Under Rule 8.3(b) of the Code, any person who is, or becomes, interested in 1% or more of any class of relevant securities of the offeree company or of any securities exchange offeror must make a Dealing Disclosure if the person deals in any relevant securities of the offeree company or of any securities exchange offeror. A Dealing Disclosure must contain details of the dealing concerned and of the person’s interests and short positions in, and rights to subscribe for, any relevant securities of each of (i) the offeree company and (ii) any securities exchange offeror(s), save to the extent that these details have previously been disclosed under Rule 8. A Dealing Disclosure by a person to whom Rule 8.3(b) applies must be made by no later than 3.30 pm (London time) on the business day following the date of the relevant dealing.
If two or more persons act together pursuant to an agreement or understanding, whether formal or informal, to acquire or control an interest in relevant securities of an offeree company or a securities exchange offeror, they will be deemed to be a single person for the purpose of Rule 8.3.
Opening Position Disclosures must also be made by the offeree company and by any offeror and Dealing Disclosures must also be made by the offeree company, by any offeror and by any persons acting in concert with any of them (see Rules 8.1, 8.2 and 8.4).

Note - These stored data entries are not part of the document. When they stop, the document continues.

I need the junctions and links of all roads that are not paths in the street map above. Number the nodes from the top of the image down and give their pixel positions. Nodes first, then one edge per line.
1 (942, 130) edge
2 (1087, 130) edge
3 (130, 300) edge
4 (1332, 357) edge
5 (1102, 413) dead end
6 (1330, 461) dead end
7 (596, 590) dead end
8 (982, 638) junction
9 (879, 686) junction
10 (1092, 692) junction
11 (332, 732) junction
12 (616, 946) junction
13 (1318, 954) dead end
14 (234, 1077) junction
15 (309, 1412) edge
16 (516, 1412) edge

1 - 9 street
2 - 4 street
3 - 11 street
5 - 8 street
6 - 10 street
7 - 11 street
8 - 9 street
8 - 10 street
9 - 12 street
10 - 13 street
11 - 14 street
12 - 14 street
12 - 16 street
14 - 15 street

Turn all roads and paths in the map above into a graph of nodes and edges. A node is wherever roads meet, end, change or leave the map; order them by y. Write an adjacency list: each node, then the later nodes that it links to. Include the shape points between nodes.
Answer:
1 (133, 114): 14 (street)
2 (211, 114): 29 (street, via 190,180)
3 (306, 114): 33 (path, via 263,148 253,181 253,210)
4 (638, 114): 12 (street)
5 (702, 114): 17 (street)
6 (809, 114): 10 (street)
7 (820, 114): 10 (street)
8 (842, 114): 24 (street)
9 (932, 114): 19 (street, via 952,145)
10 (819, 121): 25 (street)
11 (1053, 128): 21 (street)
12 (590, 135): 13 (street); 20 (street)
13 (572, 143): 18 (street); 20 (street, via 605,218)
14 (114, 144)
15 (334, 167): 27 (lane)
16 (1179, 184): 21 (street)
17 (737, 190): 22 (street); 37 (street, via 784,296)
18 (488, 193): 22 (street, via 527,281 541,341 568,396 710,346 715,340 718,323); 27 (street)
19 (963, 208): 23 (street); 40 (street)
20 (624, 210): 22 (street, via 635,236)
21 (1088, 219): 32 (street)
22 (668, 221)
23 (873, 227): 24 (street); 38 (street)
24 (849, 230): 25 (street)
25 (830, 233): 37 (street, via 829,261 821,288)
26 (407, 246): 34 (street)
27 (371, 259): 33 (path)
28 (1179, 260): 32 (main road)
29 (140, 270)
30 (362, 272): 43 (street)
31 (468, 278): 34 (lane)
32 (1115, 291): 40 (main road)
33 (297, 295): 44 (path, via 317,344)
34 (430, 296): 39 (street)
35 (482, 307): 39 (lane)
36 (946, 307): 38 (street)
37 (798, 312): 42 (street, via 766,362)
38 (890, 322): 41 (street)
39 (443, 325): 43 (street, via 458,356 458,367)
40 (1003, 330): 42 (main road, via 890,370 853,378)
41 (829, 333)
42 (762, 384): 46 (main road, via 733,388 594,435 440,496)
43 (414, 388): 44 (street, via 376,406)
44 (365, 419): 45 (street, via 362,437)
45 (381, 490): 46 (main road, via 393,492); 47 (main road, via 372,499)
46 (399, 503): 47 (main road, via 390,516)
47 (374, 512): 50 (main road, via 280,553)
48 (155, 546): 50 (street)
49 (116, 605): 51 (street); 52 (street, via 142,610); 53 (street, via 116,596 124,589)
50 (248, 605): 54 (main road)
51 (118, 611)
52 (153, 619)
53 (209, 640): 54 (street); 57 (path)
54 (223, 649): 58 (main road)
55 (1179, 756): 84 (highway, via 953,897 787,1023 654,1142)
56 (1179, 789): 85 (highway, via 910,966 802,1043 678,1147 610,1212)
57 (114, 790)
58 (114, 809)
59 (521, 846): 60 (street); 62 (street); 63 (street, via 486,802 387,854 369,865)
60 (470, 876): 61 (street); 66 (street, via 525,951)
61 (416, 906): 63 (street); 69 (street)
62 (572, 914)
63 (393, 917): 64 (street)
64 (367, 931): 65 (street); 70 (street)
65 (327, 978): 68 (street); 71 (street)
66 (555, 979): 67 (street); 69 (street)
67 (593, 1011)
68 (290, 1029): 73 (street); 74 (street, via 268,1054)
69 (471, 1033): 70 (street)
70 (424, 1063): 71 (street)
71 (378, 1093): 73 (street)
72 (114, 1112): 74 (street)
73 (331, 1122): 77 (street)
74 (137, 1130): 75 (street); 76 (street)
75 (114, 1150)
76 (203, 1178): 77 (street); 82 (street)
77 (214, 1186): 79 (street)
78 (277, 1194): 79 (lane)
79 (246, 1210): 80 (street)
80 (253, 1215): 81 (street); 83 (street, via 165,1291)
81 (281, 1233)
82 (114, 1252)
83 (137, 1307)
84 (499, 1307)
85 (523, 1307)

Details of the offeree and offeror companies in respect of whose relevant securities Opening Position Disclosures and Dealing Disclosures must be made can be found in the Disclosure Table on the Takeover Panel’s website at www.thetakeoverpanel.org.uk, including details of the number of relevant securities in issue, when the offer period commenced and when any offeror was first identified. You should contact the Panel’s Market Surveillance Unit on +44 (0) 207 638 0129 if you are in any doubt as to whether you are required to make an Opening Position Disclosure or a Dealing Disclosure.
Rule 26.1 Disclosure
In accordance with Rule 26.1 of the Code, a copy of this announcement will be available on Upland’s website: https://Upland.Energy by no later than 12 noon (London time) on the business day following the date of this announcement. The contents of the websites referred to in this announcement are not incorporated into and do not form part of this announcement.
Additional information
For the purposes of UK MAR, the persons responsible for arranging for the release of this announcement on behalf of Upland are John Forrest, Upland’s Chief Financial Officer and Gerard Murray, Upland’s Chief Operating Officer.